Diets rich in lean beef increase arachidonic acid and long-chain omega 3 polyunsaturated fatty acid levels in plasma phospholipids.

Author information

1
Department of Medical Laboratory Science, Royal Melbourne Institute of Technology, Melbourne, Victoria, Australia.

Abstract

Diets rich in meat are claimed to contribute to the high tissue arachidonic acid (20:4 omega 6) content in people in Westernized societies, but there are very few direct data to substantiate this assertion. Because meat contains a variety of long-chain polyunsaturated fatty acids (PUFA) that are susceptible to oxidation, we initially examined the effect of cooking on the long-chain PUFA content of beef, and then determined the effect of ingestion of lean beef on the concentration of long-chain PUFA in plasma phospholipids (PL). First, we examined the effect of grilling (5-15 min) and frying (10 min) different cuts of fat-trimmed lean beef on the long-chain PUFA content. Second, we investigated the effect of including 500 g lean beef daily (raw weight) for 4 wk on the fatty acid content and composition of plasma PL in 33 healthy volunteers.
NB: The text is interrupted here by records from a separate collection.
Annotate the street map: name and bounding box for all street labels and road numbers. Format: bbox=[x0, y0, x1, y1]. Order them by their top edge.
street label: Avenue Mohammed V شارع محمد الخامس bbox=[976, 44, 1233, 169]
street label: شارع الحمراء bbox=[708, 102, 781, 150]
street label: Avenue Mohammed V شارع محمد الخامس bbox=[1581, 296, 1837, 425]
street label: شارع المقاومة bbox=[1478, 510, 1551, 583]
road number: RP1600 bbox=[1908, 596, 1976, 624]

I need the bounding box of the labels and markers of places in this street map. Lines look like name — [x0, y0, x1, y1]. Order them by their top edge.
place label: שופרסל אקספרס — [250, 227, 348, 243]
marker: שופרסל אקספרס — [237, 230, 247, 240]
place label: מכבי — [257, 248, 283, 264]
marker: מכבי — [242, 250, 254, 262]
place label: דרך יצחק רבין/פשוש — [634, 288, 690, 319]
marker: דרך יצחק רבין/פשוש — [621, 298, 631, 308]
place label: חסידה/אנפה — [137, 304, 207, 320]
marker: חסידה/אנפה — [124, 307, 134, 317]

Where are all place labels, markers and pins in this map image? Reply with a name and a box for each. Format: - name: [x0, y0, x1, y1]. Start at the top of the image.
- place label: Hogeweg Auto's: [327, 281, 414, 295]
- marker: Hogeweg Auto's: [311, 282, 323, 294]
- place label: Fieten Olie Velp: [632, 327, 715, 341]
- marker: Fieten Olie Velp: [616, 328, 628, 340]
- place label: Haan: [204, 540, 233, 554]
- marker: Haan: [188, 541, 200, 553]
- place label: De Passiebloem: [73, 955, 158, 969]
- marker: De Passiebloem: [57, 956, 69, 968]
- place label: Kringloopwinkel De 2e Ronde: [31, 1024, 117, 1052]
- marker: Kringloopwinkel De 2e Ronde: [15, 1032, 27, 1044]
This study was part of a larger trial investigating the effect of lean beef on plasma cholesterol levels. In the first two weeks, the subjects ate a very low-fat diet (10% energy) followed by an increase in the dietary fat by 10% each week for the next 2 wk. The added fat consisted of beef fat, or olive oil (as the oil or a margarine) or safflower oil (as the oil or a margarine). This quantity of beef provided 60, 230, 125, 140 and 20 mg/d, respectively, of eicosatrienoic acid (20:3 omega 6), 20:4 omega 6, eicosapentaenoic acid (20:5 omega 3), docosapentaenoic acid (22:5 omega 3) and docosahexaenoic acid (22:6 omega 3).(ABSTRACT TRUNCATED AT 250 WORDS).

PMID:
8015364
[Indexed for MEDLINE]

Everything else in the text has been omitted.